(Georgia Institute of Technology, 2016-05)
Crawford, Katherine
Every three minutes, someone in the United States is diagnosed with blood cancer, the most common of which being Leukemia, or the cancer of white blood cells [1]. Distinguishing between healthy white blood cells and leukemia cells has proven to be difficult because the physical and visual similarities between the two. Unlike tumorous cancers, leukemia cells are much more difficult to distinguish and characterize in a clinical setting because of the physiologic nature of the disease. Current diagnostic methods like flow cytometry are known to be time-consuming and costly, creating a crucial need to more effectively identify white blood cells (WBCs) from leukemic cells.

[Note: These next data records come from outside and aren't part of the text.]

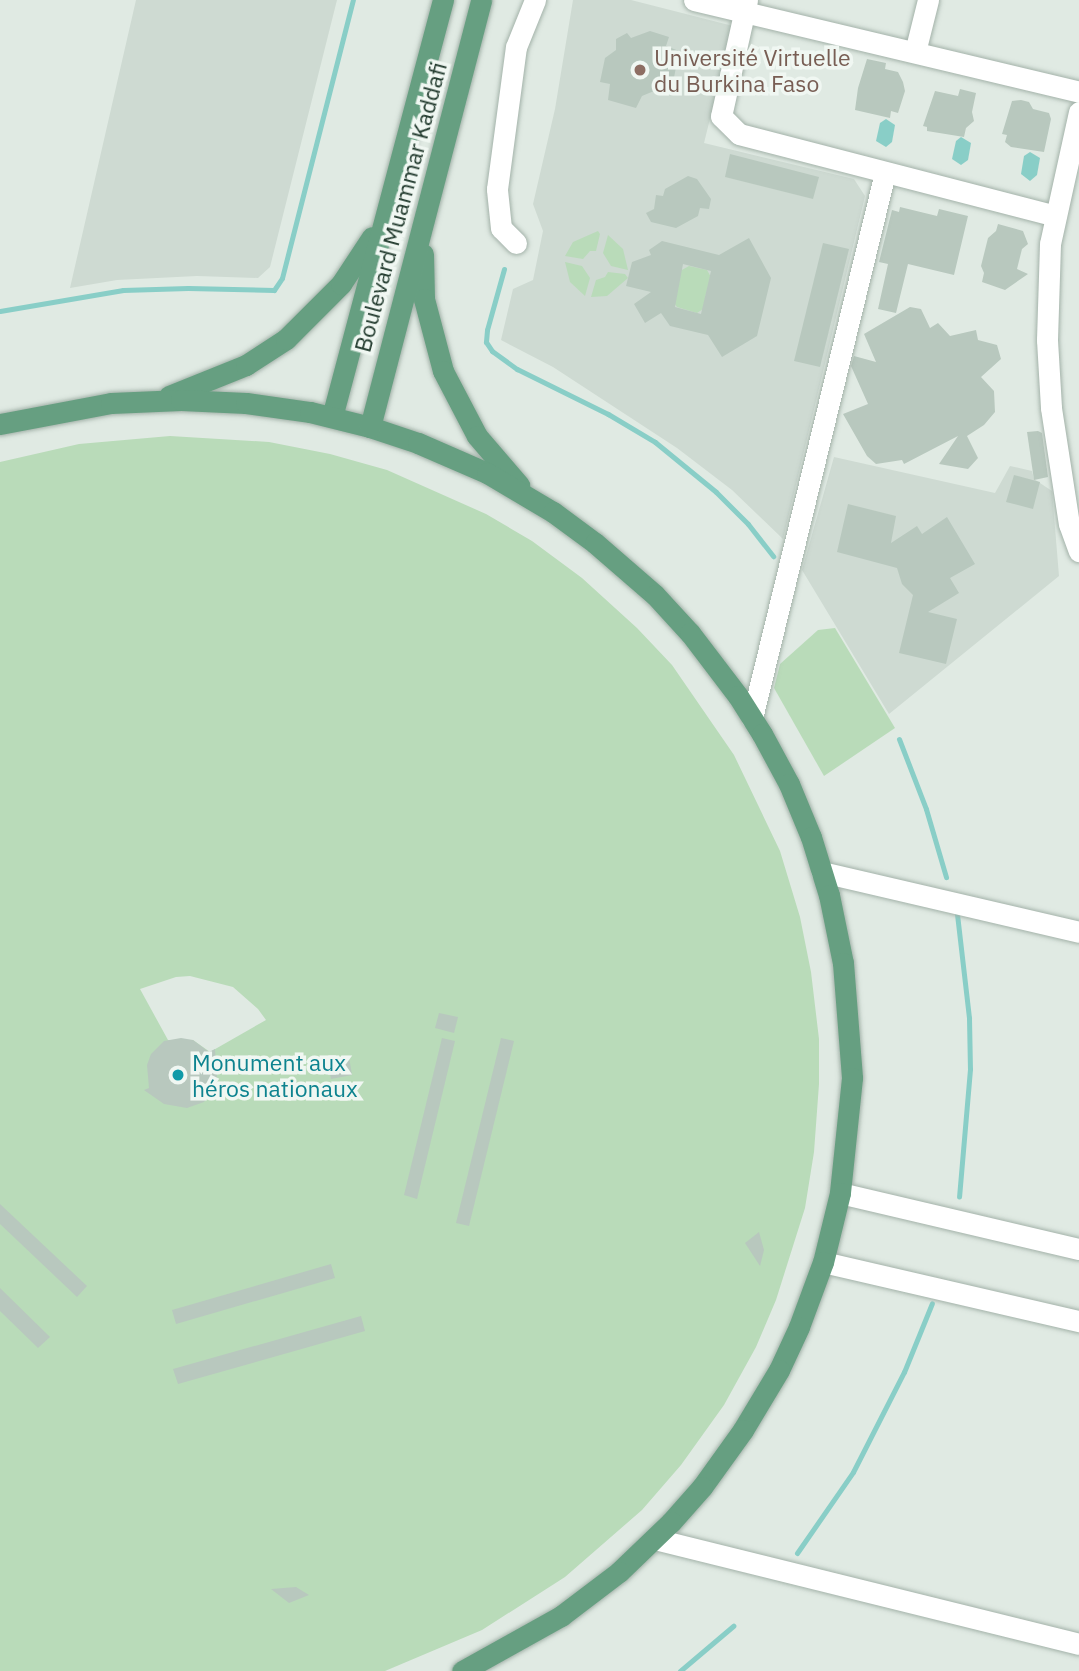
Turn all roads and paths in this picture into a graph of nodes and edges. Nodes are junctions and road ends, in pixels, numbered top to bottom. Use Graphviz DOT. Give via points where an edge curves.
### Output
graph roads {
  1 [pos="443,0"];
  2 [pos="481,0"];
  3 [pos="535,0"];
  4 [pos="694,0"];
  5 [pos="928,0"];
  6 [pos="746,5"];
  7 [pos="915,52"];
  8 [pos="1079,92"];
  9 [pos="1079,112"];
  10 [pos="885,173"];
  11 [pos="388,207"];
  12 [pos="426,210"];
  13 [pos="1056,216"];
  14 [pos="516,243"];
  15 [pos="160,400"];
  16 [pos="332,417"];
  17 [pos="0,425"];
  18 [pos="370,427"];
  19 [pos="530,498"];
  20 [pos="1079,551"];
  21 [pos="752,718"];
  22 [pos="822,872"];
  23 [pos="1079,932"];
  24 [pos="840,1193"];
  25 [pos="1079,1250"];
  26 [pos="823,1262"];
  27 [pos="1079,1321"];
  28 [pos="655,1539"];
  29 [pos="1079,1644"];
  30 [pos="462,1671"];
  1 -- 11 [label="main road, Boulevard Muammar Kaddafi"];
  2 -- 12 [label="main road, Boulevard Muammar Kaddafi"];
  3 -- 14 [label="street" via="516,47 496,189 501,228"];
  4 -- 6 [label="street"];
  5 -- 7 [label="street"];
  6 -- 7 [label="street"];
  6 -- 10 [label="street" via="721,116 725,123 748,138"];
  7 -- 8 [label="street"];
  9 -- 13 [label="street"];
  10 -- 13 [label="street"];
  10 -- 21 [label="street"];
  11 -- 15 [label="main road" via="358,262 286,339 246,365"];
  11 -- 16 [label="main road, Boulevard Muammar Kaddafi"];
  12 -- 18 [label="main road, Boulevard Muammar Kaddafi"];
  12 -- 19 [label="main road" via="424,299 438,358 477,436"];
  13 -- 20 [label="street" via="1048,296 1051,408 1069,524"];
  15 -- 16 [label="main road" via="246,403"];
  15 -- 17 [label="main road" via="88,406"];
  16 -- 18 [label="main road"];
  18 -- 19 [label="main road" via="452,457"];
  19 -- 21 [label="main road" via="595,543 654,595 707,654"];
  21 -- 22 [label="main road" via="789,784"];
  22 -- 23 [label="street"];
  22 -- 24 [label="main road" via="839,940 851,1032 851,1101"];
  24 -- 25 [label="street"];
  24 -- 26 [label="main road"];
  26 -- 27 [label="street"];
  26 -- 28 [label="main road" via="799,1328 756,1411 702,1487"];
  28 -- 29 [label="street"];
  28 -- 30 [label="main road" via="561,1616"];
}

The purpose of this study is to use biomechanical markers to characterize the distinct properties of healthy WBC’s and the different types of leukemia. By measuring multiple biomechanical characteristics of each type of cell, each cell type will be able to be narrowed down into a cluster that is representative of the biomechanical characteristics distinctive to that cell type. As we know, it is difficult to distinguish differences in leukemic and healthy WBC’s by a factor of size alone, but adding additional biophysical parameters may lead to improved identification of the pathological condition. Our proposal intends on using four distinct biomechanical parameters to complete our analysis: size, elastic modulus, and both slow and quick viscoelastic response time constants, tau1 and tau2. It has been shown that distinct differences in these specific characteristics do exist between healthy and cancerous WBC’s [2,3], so by analyzing these parameters against each other, we hope to gain a more complete understanding of each of these cell types’ specific biomechanical blueprint for applications in clinical diagnostics.